A Texas lawmaker just did a lot of authors a solid favor.

By listing 850 books as “distressing” for students, he no doubt piqued interest in them and likely boosted readership of those works.

That’s how it works in a democracy when you try to tell the people what they can and can’t read. It’s an especially pushy move when your job as a lawmaker has nothing to do with deciding the curriculum of the public school education system.

Included among the works that Texas state Rep. Matt Krause put on the list for school districts to report on is Pulitzer Prize-winning author Isabel Wilkerson’s “Caste,” two books by National Book Award winner Ta-Nehisi Coates and the 1967 Pulitzer Prize-winning novel “The Confessions of Nat Turner” by William Styron.

Minnesotans made the list, too. Four works by Macalester College professor Duchess Harris were singled out, the Star Tribune reported, and even U.S. Sen. Amy Klobuchar made the list for writing the foreword to the book of essays “Nevertheless, We Persisted: 48 Voices of Defiance, Strength, and Courage.”

State politicians are overstepping in all sorts of ways these days when it comes to education, from trying to ban school mask requirements during a pandemic to running on a platform of ridding K-12 schools of critical race theory, which is not taught at that level.

The Texas 16-page book ban list is another overreach in that vein and should grate on every American who believes in freedom of speech and the value of a comprehensive education.

In a letter obtained by the Texas Tribune, Krause said his concern was books that “might make students feel discomfort, guilt, anguish, or any other form of psychological distress because of their race or sex.” By the way, he is running for state attorney general.

Shielding children from the ugly parts of the nation’s history isn’t doing them any favors.

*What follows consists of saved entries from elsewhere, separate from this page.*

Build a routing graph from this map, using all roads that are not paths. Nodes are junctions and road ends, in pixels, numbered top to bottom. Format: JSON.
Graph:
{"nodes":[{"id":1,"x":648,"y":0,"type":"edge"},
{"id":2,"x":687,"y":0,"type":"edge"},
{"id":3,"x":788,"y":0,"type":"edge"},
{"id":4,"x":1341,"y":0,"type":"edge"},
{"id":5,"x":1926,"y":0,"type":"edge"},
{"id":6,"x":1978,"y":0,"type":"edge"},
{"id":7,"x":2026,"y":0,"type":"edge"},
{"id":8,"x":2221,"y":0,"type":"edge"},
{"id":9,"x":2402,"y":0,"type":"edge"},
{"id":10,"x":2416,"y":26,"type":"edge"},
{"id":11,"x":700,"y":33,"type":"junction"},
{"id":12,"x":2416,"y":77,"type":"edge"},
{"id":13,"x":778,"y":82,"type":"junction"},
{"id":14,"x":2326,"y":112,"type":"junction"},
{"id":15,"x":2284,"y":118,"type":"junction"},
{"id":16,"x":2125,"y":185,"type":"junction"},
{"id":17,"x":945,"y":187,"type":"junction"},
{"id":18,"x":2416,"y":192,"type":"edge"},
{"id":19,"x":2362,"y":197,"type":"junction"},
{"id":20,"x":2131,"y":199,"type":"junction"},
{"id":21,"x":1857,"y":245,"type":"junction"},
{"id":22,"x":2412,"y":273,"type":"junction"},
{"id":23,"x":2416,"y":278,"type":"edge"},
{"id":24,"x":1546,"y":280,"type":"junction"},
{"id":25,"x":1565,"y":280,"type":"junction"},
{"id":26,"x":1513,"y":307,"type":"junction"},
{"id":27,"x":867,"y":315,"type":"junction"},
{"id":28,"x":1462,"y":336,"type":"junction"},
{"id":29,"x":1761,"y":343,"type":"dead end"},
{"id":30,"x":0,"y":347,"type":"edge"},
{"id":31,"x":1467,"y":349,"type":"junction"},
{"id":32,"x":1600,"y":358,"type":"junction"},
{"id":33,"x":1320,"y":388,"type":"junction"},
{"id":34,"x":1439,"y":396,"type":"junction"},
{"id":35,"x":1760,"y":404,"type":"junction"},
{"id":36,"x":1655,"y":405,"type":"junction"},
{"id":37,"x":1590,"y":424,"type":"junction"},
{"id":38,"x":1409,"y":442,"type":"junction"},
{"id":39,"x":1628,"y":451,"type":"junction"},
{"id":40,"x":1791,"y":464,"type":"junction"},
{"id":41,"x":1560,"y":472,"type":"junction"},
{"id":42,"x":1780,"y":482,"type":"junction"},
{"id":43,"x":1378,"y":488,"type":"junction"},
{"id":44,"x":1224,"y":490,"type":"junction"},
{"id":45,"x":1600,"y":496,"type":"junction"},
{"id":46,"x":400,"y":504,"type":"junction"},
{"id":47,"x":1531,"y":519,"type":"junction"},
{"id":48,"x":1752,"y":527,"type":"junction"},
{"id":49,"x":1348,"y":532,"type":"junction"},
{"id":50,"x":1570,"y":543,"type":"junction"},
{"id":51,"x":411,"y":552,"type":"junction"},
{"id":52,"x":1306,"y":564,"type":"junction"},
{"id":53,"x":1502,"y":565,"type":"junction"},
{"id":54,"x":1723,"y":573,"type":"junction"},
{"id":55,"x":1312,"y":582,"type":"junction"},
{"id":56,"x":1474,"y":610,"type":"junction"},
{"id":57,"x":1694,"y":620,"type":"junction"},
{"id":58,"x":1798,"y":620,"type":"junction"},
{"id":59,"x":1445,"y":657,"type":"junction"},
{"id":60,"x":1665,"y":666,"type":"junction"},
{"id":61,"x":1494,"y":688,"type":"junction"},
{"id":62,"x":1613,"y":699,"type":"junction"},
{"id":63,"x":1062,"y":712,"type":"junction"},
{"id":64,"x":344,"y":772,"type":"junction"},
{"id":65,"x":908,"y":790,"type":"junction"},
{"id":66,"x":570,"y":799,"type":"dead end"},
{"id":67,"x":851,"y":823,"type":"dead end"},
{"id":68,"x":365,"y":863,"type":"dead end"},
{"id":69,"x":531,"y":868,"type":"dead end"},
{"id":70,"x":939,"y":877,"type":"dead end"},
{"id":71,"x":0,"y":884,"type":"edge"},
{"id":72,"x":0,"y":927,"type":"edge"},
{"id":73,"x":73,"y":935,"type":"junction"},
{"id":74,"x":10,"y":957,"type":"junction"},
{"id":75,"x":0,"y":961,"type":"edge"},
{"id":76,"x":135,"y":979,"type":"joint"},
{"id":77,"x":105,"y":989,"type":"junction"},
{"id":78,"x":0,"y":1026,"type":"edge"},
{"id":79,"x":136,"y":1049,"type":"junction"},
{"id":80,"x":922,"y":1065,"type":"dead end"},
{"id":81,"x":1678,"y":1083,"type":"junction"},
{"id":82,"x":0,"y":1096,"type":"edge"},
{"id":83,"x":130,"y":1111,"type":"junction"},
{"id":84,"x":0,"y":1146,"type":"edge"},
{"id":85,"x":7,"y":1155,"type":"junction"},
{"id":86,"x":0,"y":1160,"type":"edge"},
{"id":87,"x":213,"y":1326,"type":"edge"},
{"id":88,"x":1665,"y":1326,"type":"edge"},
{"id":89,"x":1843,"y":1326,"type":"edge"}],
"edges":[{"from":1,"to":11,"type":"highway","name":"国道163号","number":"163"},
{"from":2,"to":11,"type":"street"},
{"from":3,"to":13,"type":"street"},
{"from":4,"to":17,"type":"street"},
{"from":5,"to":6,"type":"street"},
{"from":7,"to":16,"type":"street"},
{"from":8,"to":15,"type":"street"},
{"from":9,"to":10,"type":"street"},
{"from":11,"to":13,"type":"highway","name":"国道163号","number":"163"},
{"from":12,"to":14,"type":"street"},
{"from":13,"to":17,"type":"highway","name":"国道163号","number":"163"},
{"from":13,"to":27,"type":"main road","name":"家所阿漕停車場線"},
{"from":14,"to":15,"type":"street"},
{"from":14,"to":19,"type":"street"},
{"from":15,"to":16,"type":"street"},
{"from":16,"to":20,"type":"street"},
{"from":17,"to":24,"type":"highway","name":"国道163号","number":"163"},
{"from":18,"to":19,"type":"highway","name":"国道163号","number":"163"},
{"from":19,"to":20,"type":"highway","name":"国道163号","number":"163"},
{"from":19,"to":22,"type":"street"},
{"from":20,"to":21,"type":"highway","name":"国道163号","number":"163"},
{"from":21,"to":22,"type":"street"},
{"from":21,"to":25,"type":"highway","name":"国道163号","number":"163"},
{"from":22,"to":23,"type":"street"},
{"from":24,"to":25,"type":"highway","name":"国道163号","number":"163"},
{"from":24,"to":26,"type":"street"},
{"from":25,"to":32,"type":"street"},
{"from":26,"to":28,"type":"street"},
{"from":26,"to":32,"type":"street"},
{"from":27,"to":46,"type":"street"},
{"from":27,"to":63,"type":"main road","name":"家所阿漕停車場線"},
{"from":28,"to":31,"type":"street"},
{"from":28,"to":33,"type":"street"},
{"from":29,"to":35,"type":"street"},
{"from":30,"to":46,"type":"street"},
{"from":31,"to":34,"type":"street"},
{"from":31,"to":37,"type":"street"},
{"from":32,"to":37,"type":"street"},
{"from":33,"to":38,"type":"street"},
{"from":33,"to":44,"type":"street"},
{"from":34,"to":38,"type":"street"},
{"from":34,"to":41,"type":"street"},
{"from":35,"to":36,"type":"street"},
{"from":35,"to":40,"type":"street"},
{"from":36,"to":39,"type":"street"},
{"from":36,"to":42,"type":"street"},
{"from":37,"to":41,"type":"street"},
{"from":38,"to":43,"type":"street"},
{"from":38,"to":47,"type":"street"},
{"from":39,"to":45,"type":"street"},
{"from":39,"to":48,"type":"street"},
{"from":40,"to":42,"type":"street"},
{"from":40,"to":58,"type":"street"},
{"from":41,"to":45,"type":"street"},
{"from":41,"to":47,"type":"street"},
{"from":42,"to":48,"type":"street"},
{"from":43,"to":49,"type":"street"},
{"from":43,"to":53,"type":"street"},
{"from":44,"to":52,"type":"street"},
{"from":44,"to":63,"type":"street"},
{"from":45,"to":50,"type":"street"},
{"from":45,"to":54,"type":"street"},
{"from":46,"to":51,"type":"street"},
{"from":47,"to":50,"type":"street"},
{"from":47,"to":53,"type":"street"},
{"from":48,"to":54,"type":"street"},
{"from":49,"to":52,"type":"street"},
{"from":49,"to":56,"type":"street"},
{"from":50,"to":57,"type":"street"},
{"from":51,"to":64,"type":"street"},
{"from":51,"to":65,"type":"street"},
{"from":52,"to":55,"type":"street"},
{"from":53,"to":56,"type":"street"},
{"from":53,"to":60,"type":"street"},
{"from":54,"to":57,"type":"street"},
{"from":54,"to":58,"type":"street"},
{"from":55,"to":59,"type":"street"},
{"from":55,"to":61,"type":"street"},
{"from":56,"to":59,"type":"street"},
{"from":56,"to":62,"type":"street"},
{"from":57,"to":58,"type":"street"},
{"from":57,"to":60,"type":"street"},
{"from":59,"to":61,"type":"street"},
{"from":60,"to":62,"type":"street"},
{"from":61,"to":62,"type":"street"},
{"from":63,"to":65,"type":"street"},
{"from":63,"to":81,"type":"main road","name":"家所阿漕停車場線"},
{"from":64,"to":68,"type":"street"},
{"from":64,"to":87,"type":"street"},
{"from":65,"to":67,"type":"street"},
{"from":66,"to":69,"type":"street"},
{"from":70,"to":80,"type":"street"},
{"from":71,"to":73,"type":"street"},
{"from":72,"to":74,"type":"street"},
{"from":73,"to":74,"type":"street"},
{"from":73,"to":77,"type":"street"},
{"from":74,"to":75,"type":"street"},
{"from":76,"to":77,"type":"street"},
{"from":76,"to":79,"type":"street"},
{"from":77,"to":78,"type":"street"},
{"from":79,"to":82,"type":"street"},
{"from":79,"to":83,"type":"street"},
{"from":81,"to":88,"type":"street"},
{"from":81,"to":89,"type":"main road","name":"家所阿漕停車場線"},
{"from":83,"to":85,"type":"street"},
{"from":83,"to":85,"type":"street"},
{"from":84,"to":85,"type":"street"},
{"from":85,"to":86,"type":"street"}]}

Their world is going to be diverse, rich with people of multiple ethnicities, skin colors and cultural backgrounds.

It’s not about making white kids feel guilty about being white. It’s about teaching material thoroughly so students understand what the world was, what it is now and get them thinking about what they can do to make it better. Good educators have always had that goal.

Keeping students in a box under the guise of protecting them shortchanges the richness of in-depth exploration, denies them of critical thinking skills and slows society’s progress. Knowledge leads to understanding. Singling out writers who explore the experience of Blacks, people of color, women and the LGBTQ community is an act of discrimination in itself.

In the meantime, thanks to Krause, we’ve got a lot of book suggestions to help us dive deep into relevant subject matter.